Data for this task ->

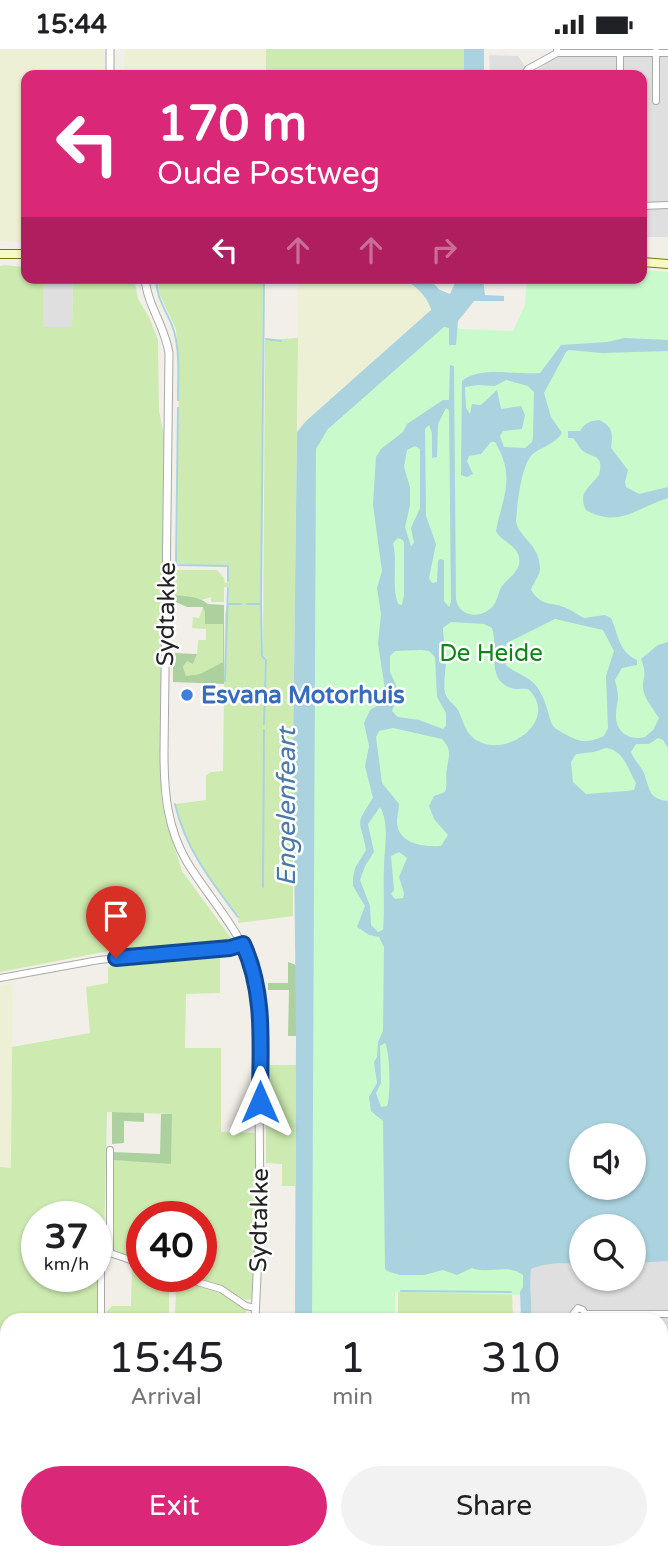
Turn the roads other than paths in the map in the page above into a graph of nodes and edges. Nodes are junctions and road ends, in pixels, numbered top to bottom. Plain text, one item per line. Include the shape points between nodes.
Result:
1 (110, 49) edge
2 (557, 51) edge
3 (656, 51) edge
4 (620, 53) junction
5 (668, 53) edge
6 (110, 70) edge
7 (527, 70) edge
8 (620, 70) edge
9 (656, 101) dead end
10 (668, 205) edge
11 (647, 206) edge
12 (0, 254) edge
13 (21, 254) edge
14 (647, 262) edge
15 (668, 264) edge
16 (145, 284) edge
17 (243, 944) junction
18 (0, 978) edge
19 (110, 1150) dead end
20 (110, 1201) edge
21 (217, 1288) edge
22 (101, 1292) edge
23 (256, 1308) junction
24 (101, 1313) edge
25 (256, 1313) edge

1 - 6 street
2 - 4 street
2 - 7 street
3 - 4 street
3 - 5 street
3 - 9 street
4 - 8 street
10 - 11 street
12 - 13 main road
14 - 15 main road
16 - 17 street, Sydtakke via 169,353 166,803 187,862
17 - 18 street via 99,960
17 - 23 street, Sydtakke via 255,974 260,1015
19 - 20 street
21 - 23 street, Sydtakke
22 - 24 street
23 - 25 street, Sydtakke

What is being asked -> Exclude the images and reproduce the remaining data exactly.

Answer to this problem ->
Turn the roads other than paths in the map in the page above into a graph of nodes and edges. Nodes are junctions and road ends, in pixels, numbered top to bottom. Plain text, one item per line. Include the shape points between nodes.
Result:
1 (110, 49) edge
2 (557, 51) edge
3 (656, 51) edge
4 (620, 53) junction
5 (668, 53) edge
6 (110, 70) edge
7 (527, 70) edge
8 (620, 70) edge
9 (656, 101) dead end
10 (668, 205) edge
11 (647, 206) edge
12 (0, 254) edge
13 (21, 254) edge
14 (647, 262) edge
15 (668, 264) edge
16 (145, 284) edge
17 (243, 944) junction
18 (0, 978) edge
19 (110, 1150) dead end
20 (110, 1201) edge
21 (217, 1288) edge
22 (101, 1292) edge
23 (256, 1308) junction
24 (101, 1313) edge
25 (256, 1313) edge

1 - 6 street
2 - 4 street
2 - 7 street
3 - 4 street
3 - 5 street
3 - 9 street
4 - 8 street
10 - 11 street
12 - 13 main road
14 - 15 main road
16 - 17 street, Sydtakke via 169,353 166,803 187,862
17 - 18 street via 99,960
17 - 23 street, Sydtakke via 255,974 260,1015
19 - 20 street
21 - 23 street, Sydtakke
22 - 24 street
23 - 25 street, Sydtakke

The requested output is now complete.